The type of healing needed for One-trail learning is not linear like healing a broken bone where the bone is reset, then casted, and all that is needed is time. Betrayal trauma is more like someone who has a spinal cord injury and loses complete control of their musculoskeletal system. The injury is at the core of functioning and relating. With this type of injury the person must learn to do everything over again from walking to feeding themselves, all the way back to running a complex life in the way they were used to before the injury.

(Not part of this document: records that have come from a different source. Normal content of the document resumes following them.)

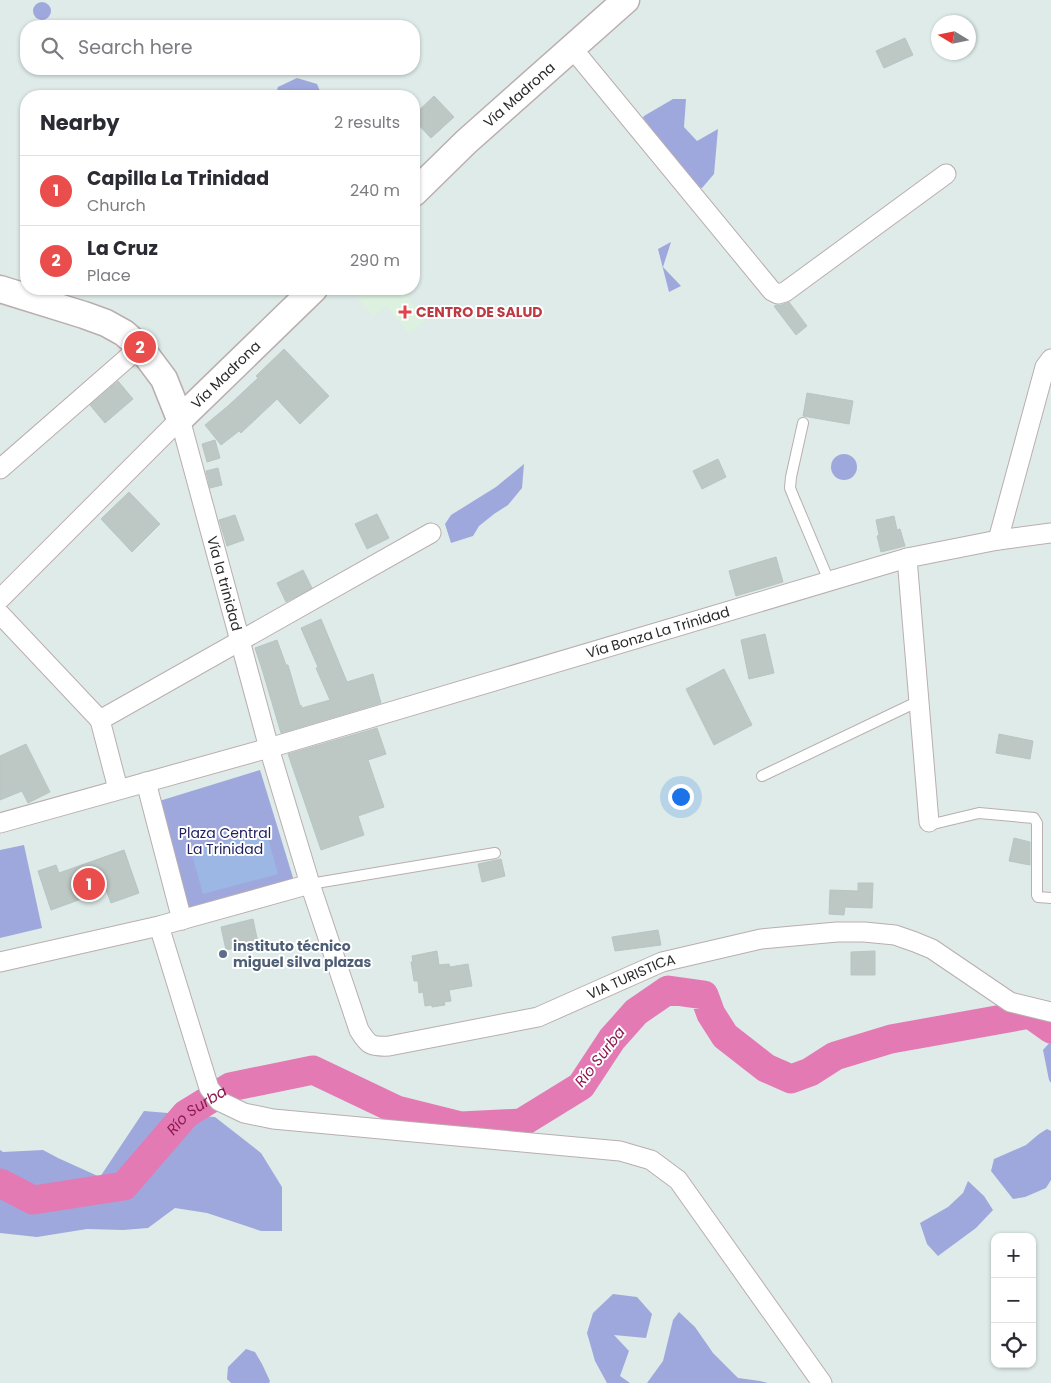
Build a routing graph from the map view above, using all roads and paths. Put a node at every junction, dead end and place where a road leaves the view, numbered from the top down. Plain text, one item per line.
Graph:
1 (626, 0) edge
2 (572, 48) junction
3 (946, 174) dead end
4 (420, 187) edge
5 (0, 289) edge
6 (308, 295) edge
7 (140, 347) junction
8 (1051, 358) edge
9 (180, 419) junction
10 (803, 423) dead end
11 (0, 469) edge
12 (431, 533) dead end
13 (1051, 533) edge
14 (998, 540) junction
15 (907, 558) junction
16 (829, 581) junction
17 (0, 599) edge
18 (0, 614) edge
19 (240, 641) junction
20 (919, 700) junction
21 (100, 720) junction
22 (269, 748) junction
23 (762, 776) dead end
24 (146, 782) junction
25 (118, 789) junction
26 (929, 822) joint
27 (0, 823) edge
28 (495, 853) dead end
29 (310, 884) junction
30 (1051, 898) edge
31 (182, 920) junction
32 (159, 926) junction
33 (0, 962) edge
34 (1051, 1012) edge
35 (822, 1383) edge

1 - 2 street, Vía Madrona
2 - 3 street
2 - 4 street, Vía Madrona
5 - 7 street
6 - 9 street, Vía Madrona
7 - 9 street
7 - 11 street
8 - 14 street
9 - 17 street
9 - 19 street, Vía la trinidad
10 - 16 lane
12 - 19 street
13 - 14 street, Vía Bonza La Trinidad
14 - 15 street, Vía Bonza La Trinidad
15 - 16 street, Vía Bonza La Trinidad
15 - 20 street
16 - 22 street, Vía Bonza La Trinidad
18 - 21 street
19 - 21 street
19 - 22 street, Vía la trinidad
20 - 23 lane
20 - 26 street
21 - 25 street
22 - 24 street, Vía Bonza La Trinidad
22 - 29 street, Vía la trinidad
24 - 25 street, Vía Bonza La Trinidad
24 - 31 street
25 - 27 street, Vía Bonza La Trinidad
26 - 30 lane
28 - 29 lane
29 - 31 street
29 - 34 street, VIA TURISTICA
31 - 32 street
32 - 33 street
32 - 35 street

With this understanding it is easy to see why a betrayed spouse would struggle. They have to rely on their normal learning pathway of repetition to relearn how to do everything without the threat response, but in this scenario everything is experienced as a threat! For the betrayed spouse simple things can be triggering like eating, texting, having sex, being apart, being together, driving, parenting, going to the movies, sitting on the couch together, and on and on and on. After the betrayal they must rely on repetition to teach themselves to not feel the threat response around anything, and often everything, about their spouse. It is certainly possible to overcome these types of “fear conditioned” lessons, but it does not happen overnight, and most people will need help and guidance.

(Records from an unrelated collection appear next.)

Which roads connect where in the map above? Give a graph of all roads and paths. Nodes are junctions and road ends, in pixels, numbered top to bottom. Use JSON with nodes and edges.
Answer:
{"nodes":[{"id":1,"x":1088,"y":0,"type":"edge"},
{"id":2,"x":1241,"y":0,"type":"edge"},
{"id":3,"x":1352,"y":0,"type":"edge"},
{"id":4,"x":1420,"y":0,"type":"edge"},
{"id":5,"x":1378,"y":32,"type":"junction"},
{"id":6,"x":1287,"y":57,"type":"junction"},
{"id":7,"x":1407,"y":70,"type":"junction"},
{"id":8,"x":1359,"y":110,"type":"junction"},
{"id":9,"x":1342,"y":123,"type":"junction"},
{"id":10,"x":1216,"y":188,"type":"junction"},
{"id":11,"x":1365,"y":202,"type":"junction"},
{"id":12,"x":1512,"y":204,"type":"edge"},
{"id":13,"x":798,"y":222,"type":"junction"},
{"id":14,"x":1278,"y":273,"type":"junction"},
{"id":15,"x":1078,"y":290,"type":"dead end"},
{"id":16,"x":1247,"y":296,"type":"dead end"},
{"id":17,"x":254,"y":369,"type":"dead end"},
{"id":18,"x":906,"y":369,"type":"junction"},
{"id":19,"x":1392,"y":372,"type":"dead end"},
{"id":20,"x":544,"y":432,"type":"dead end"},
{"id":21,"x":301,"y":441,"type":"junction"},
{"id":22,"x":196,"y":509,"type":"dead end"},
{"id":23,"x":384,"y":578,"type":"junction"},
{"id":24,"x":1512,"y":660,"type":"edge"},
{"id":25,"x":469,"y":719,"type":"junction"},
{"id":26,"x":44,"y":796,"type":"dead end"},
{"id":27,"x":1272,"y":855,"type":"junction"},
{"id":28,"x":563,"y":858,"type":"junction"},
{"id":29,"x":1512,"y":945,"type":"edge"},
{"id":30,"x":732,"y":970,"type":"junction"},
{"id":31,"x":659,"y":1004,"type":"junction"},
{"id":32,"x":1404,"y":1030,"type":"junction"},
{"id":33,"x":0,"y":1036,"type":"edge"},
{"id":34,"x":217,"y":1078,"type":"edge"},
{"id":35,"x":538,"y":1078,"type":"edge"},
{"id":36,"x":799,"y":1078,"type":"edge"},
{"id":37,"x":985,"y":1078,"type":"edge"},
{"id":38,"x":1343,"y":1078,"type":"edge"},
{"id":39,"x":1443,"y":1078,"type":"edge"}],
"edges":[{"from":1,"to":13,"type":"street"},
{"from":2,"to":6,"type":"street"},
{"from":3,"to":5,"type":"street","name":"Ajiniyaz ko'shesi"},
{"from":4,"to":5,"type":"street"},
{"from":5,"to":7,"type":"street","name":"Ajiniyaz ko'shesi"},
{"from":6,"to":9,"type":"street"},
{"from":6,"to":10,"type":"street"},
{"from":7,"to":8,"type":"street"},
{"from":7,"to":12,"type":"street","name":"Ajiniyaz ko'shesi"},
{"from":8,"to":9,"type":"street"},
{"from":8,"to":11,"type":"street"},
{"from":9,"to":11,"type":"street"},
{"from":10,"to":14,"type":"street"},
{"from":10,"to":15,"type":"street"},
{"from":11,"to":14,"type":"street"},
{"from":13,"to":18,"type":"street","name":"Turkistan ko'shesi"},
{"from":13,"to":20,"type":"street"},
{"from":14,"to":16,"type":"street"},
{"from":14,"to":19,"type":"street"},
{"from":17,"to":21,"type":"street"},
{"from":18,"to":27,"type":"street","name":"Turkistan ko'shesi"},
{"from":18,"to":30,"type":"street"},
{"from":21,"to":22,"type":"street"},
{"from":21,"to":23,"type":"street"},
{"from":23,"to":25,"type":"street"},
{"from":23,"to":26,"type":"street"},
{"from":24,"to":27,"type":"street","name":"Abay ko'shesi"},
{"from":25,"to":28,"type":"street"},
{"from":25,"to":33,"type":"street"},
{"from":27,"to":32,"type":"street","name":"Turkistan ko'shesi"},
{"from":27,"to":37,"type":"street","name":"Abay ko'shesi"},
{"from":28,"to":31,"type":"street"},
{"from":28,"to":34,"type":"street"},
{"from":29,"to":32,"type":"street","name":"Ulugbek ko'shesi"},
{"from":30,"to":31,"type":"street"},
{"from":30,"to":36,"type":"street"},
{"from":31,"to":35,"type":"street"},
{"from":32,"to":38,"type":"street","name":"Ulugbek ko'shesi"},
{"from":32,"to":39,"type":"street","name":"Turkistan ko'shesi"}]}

In addition to the re-learning the injured partner has to do, the involved partner must learn to do things differently as well and understand both types of learning. What was taken for granted as the “normal” way of doing life, talking, feeling, expressing thoughts, leaving, coming home, eating dinner, watching a movie, etc. must now be viewed through the lens of how each action may contribute to the injury of betrayal. For example, feeling frustrated is a normal human experience. However, now frustration, rather than being a clean emotion, may be experienced as a rejection, criticism or indicator of harsher words or actions directed at the hurt partner. The involved partner would be wise to re-learn how to convey thoughts and feelings in ways that are perceived as safe to their partner if they want to assist in the healing process.

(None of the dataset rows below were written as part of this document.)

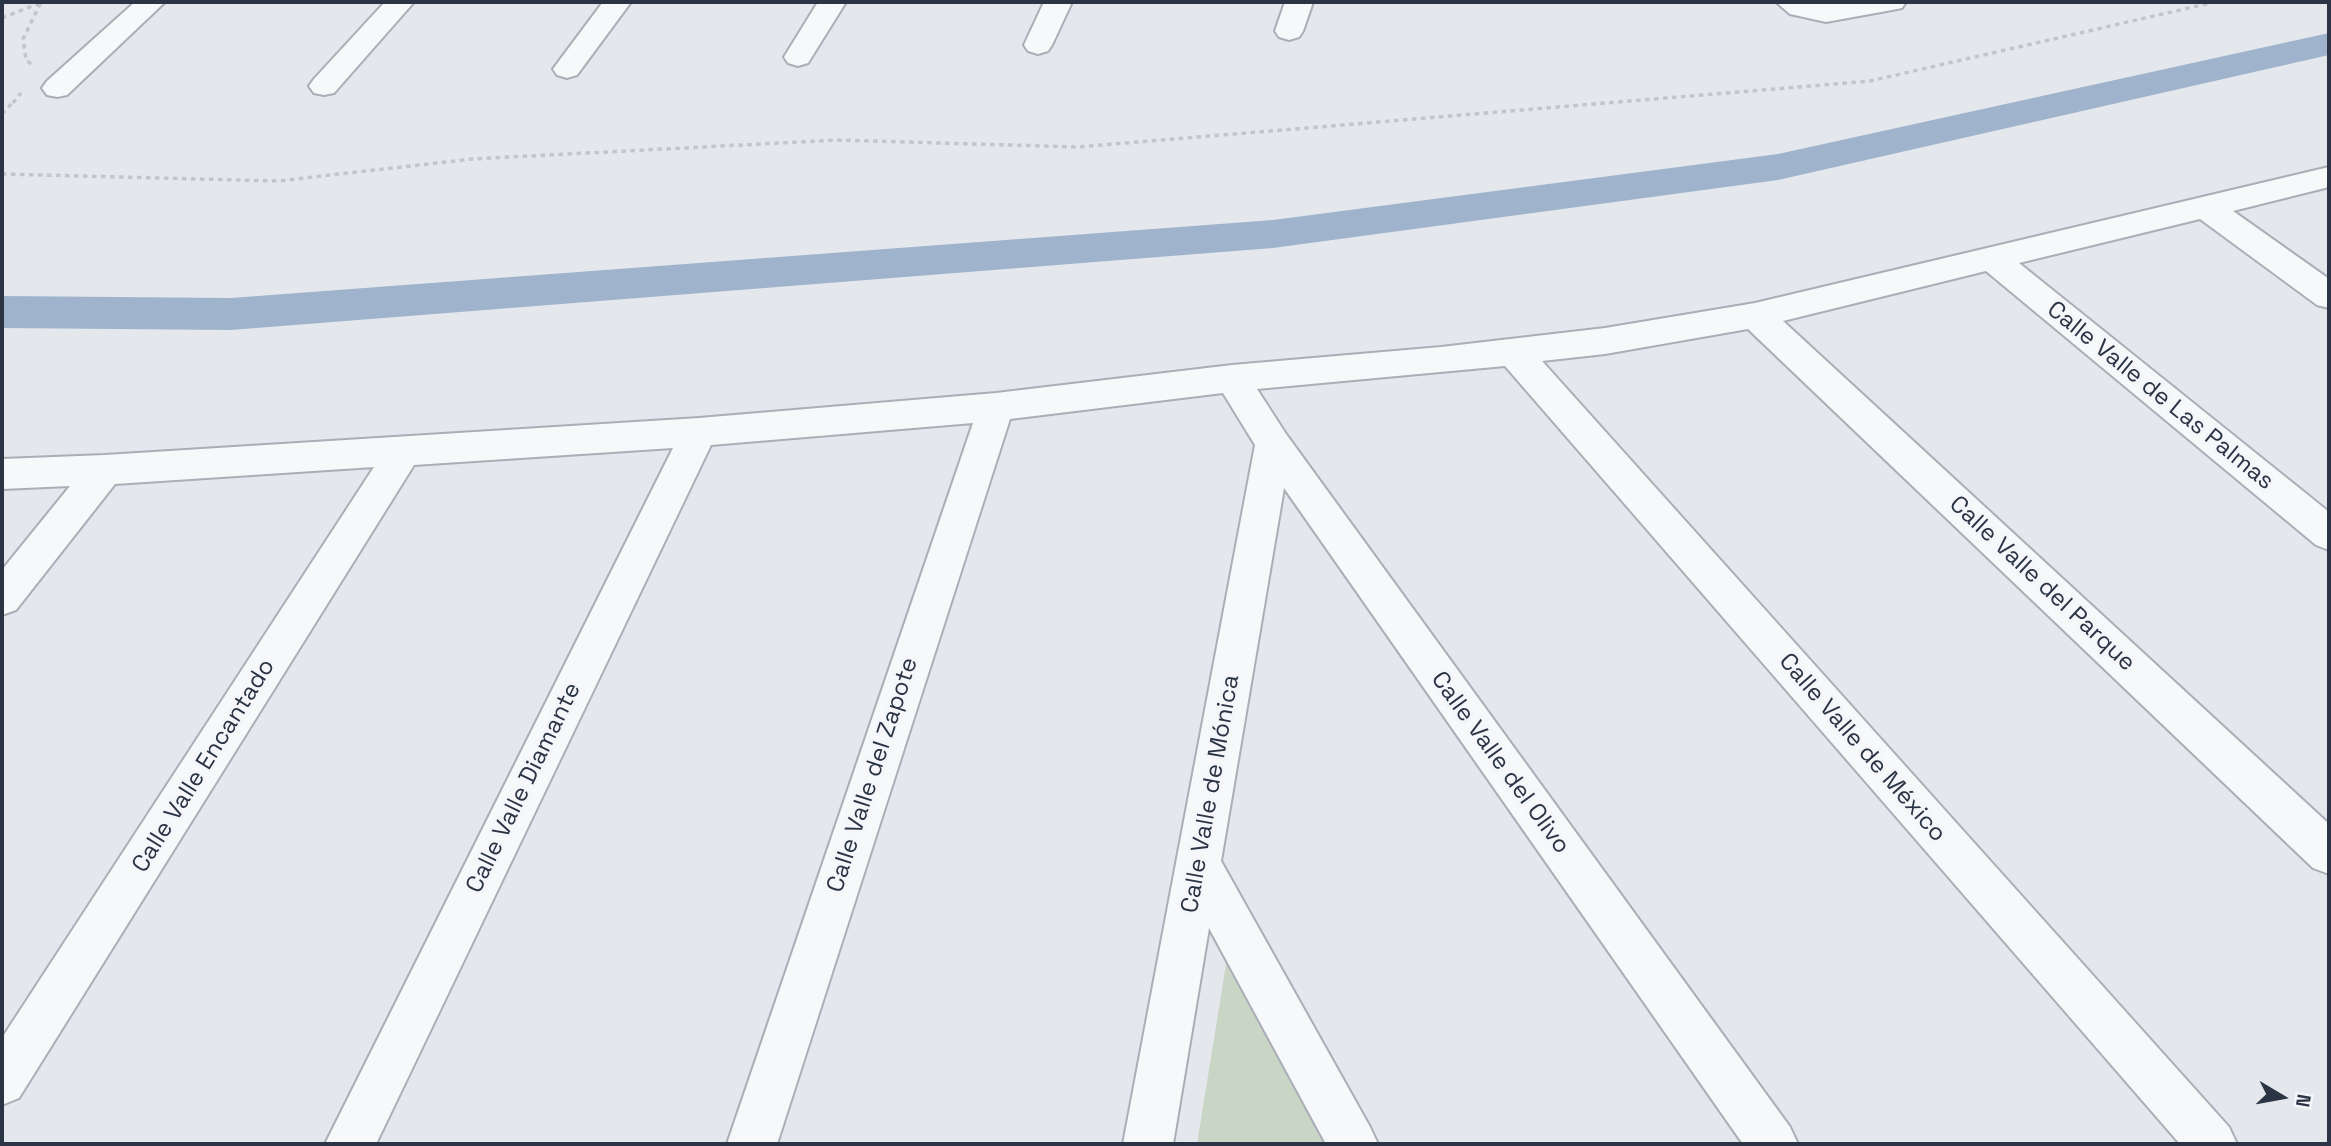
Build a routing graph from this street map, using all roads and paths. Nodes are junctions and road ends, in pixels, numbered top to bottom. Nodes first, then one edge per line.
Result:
1 (41, 2) edge
2 (151, 2) edge
3 (400, 2) edge
4 (617, 2) edge
5 (832, 2) edge
6 (1058, 2) edge
7 (1299, 2) edge
8 (1892, 2) edge
9 (2215, 2) edge
10 (1795, 5) edge
11 (1847, 6) edge
12 (2, 18) edge
13 (1289, 31) dead end
14 (1038, 45) dead end
15 (798, 57) dead end
16 (567, 69) dead end
17 (47, 79) joint
18 (28, 84) dead end
19 (324, 86) dead end
20 (13, 103) dead end
21 (2, 174) edge
22 (2329, 177) edge
23 (2207, 208) junction
24 (1991, 258) junction
25 (2329, 296) edge
26 (1755, 315) junction
27 (1512, 351) junction
28 (1232, 378) junction
29 (996, 407) junction
30 (699, 432) junction
31 (1273, 444) junction
32 (405, 449) junction
33 (105, 470) junction
34 (2, 474) edge
35 (2329, 534) edge
36 (2, 598) edge
37 (2329, 853) edge
38 (1199, 865) junction
39 (2, 1081) edge
40 (350, 1144) edge
41 (752, 1144) edge
42 (1148, 1144) edge
43 (1353, 1144) edge
44 (1773, 1144) edge
45 (2212, 1144) edge

1 - 12 path
1 - 17 path
2 - 17 street
3 - 19 street
4 - 16 street
5 - 15 street
6 - 14 street
7 - 13 street
8 - 11 street
9 - 21 path
10 - 11 street
18 - 20 path
22 - 23 street
23 - 24 street
23 - 25 street
24 - 26 street
24 - 35 street, Calle Valle de Las Palmas
26 - 27 street
26 - 37 street, Calle Valle del Parque
27 - 28 street
27 - 45 street, Calle Valle de México
28 - 29 street
28 - 31 street, Calle Valle del Olivo
29 - 30 street
29 - 41 street, Calle Valle del Zapote
30 - 32 street
30 - 40 street, Calle Valle Diamante
31 - 38 street, Calle Valle de Mónica
31 - 44 street, Calle Valle del Olivo
32 - 33 street
32 - 39 street, Calle Valle Encantado
33 - 34 street
33 - 36 street
38 - 42 street, Calle Valle de Mónica
38 - 43 street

Again, imagine you are the involved partner who injured your partner, now in a wheelchair, not a cast, and they have to relearn everything. It would be normal to feel frustrated and upset at having to adjust to a partner who can’t do what they used to do so easily. If, as you assist in feeding, walking and other basic activities, your emotion is frustration, this will deter your injured partner from trusting you for the help needed to heal. It could even set back the healing process. On the other hand, if you develop patience, compassion, empathy and humility, as you help your partner re-learn to function, you will offer repeated experiences that show your partner that you are safe, kind, reliable, and trustworthy as they heal.
In our work with couples experiencing betrayal trauma, understanding these 2 types of learning and the processes of healing is vital for both partners. Without it, any one of us could hold unrealistic expectations for the healing process and our partners. With it, we can adjust our efforts to be far more effective, adaptive, and ultimately attaining the healing so very much desired and needed.